(Records for the exercise)
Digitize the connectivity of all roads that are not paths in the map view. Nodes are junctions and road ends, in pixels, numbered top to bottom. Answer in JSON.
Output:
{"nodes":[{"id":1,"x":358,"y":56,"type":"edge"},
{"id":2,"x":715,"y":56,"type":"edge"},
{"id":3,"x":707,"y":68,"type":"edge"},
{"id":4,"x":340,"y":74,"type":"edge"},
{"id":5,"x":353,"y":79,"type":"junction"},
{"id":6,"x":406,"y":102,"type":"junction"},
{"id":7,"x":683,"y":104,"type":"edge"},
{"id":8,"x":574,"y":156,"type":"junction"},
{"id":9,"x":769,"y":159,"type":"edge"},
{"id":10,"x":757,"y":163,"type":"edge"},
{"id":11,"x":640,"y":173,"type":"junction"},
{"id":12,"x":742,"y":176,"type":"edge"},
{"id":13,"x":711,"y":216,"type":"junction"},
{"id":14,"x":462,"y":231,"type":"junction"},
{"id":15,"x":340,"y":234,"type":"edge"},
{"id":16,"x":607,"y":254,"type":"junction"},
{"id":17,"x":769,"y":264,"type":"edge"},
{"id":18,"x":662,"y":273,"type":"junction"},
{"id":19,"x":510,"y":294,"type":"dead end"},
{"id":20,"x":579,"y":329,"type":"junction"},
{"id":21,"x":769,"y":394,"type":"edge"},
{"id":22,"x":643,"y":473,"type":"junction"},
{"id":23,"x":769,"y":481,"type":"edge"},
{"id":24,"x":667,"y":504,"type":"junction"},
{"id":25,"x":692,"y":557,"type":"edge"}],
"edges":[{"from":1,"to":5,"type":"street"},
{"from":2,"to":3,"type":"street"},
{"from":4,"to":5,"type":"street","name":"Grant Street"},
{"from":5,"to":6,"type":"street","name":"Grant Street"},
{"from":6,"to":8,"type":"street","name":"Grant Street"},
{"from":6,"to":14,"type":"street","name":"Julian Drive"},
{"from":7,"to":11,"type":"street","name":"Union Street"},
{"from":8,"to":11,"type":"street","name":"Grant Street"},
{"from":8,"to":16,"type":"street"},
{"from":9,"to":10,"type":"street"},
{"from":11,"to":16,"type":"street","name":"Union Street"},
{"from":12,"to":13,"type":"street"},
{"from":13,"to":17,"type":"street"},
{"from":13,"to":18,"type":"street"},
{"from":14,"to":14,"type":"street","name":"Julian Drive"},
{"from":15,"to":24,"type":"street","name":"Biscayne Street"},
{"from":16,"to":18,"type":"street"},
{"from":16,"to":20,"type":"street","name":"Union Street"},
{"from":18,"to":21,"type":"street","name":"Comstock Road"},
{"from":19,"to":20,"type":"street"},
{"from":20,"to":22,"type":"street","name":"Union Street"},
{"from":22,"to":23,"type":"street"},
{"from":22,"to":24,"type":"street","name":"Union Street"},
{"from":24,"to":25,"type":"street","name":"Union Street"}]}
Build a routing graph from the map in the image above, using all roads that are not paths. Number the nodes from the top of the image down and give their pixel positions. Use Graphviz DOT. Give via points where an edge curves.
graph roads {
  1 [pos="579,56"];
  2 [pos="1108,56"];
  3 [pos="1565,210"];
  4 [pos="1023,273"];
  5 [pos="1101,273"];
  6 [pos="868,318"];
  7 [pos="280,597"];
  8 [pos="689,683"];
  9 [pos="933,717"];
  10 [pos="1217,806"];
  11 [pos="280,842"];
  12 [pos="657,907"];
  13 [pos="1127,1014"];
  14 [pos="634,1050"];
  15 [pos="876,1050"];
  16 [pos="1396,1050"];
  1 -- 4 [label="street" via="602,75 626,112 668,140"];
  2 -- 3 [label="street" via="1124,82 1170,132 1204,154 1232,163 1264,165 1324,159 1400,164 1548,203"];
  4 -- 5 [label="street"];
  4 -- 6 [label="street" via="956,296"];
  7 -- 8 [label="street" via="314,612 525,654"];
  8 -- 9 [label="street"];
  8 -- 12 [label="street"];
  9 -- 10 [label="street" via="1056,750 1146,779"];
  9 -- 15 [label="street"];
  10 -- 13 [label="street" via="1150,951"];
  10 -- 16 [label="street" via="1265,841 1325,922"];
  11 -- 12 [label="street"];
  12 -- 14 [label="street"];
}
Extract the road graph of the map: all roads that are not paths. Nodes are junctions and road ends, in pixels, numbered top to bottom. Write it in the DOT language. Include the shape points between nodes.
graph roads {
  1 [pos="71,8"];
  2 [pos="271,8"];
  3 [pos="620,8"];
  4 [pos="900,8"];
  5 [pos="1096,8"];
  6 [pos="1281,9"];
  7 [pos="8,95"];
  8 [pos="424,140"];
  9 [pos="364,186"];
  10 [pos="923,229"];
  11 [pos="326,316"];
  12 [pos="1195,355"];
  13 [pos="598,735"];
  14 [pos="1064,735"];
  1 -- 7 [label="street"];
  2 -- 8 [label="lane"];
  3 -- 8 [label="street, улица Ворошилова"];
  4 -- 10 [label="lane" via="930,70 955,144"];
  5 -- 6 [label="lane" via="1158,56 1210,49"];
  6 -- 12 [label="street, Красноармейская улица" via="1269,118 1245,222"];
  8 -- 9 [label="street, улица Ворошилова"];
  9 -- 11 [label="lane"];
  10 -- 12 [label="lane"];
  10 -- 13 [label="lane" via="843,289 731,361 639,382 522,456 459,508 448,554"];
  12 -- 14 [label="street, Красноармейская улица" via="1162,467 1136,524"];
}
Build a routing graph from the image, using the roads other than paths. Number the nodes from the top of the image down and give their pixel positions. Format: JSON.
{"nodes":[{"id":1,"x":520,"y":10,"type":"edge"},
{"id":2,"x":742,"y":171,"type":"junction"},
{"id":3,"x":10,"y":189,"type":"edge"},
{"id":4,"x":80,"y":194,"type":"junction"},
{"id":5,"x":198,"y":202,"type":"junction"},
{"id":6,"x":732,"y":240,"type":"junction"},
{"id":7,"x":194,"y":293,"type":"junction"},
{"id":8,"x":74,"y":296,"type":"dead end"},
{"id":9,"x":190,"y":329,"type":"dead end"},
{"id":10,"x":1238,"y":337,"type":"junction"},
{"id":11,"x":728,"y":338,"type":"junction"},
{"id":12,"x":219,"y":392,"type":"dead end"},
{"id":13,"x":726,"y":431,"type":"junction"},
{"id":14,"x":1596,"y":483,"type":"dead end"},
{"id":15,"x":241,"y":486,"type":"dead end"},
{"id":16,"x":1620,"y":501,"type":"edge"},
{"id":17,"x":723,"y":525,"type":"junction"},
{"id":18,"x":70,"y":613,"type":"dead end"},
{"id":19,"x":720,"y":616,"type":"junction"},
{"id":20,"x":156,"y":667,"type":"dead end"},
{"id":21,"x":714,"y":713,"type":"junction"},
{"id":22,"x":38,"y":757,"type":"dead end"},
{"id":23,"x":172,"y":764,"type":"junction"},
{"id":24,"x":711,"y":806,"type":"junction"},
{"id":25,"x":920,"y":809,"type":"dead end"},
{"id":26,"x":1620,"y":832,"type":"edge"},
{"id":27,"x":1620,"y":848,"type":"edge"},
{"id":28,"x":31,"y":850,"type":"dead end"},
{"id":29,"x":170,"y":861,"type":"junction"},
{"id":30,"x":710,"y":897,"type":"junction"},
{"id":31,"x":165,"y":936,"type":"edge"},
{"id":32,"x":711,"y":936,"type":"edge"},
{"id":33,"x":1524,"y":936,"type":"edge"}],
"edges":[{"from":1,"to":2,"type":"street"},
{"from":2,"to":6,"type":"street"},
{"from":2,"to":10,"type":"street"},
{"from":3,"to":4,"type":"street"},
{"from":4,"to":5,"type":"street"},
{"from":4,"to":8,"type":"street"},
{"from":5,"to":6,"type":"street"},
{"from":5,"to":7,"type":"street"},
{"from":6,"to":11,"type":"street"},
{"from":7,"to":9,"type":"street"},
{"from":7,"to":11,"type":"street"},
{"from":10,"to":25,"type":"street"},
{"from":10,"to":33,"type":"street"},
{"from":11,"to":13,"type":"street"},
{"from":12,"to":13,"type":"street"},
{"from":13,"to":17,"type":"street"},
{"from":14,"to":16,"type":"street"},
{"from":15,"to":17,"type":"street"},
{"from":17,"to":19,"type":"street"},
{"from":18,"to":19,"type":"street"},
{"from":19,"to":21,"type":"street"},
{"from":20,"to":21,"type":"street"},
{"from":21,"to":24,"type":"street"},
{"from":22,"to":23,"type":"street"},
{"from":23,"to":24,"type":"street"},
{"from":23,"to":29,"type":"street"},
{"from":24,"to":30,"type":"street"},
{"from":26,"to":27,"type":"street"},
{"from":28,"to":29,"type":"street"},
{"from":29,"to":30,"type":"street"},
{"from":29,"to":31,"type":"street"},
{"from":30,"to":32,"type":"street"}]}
(End Records for the exercise)
## Task brief
Search the data for the string "their" and copy every line where it appears.

## Output
Build a routing graph from the map in the image above, using all roads that are not paths. Number the nodes from the top of the image down and give their pixel positions. Use Graphviz DOT. Give via points where an edge curves.
Build a routing graph from the image, using the roads other than paths. Number the nodes from the top of the image down and give their pixel positions. Format: JSON.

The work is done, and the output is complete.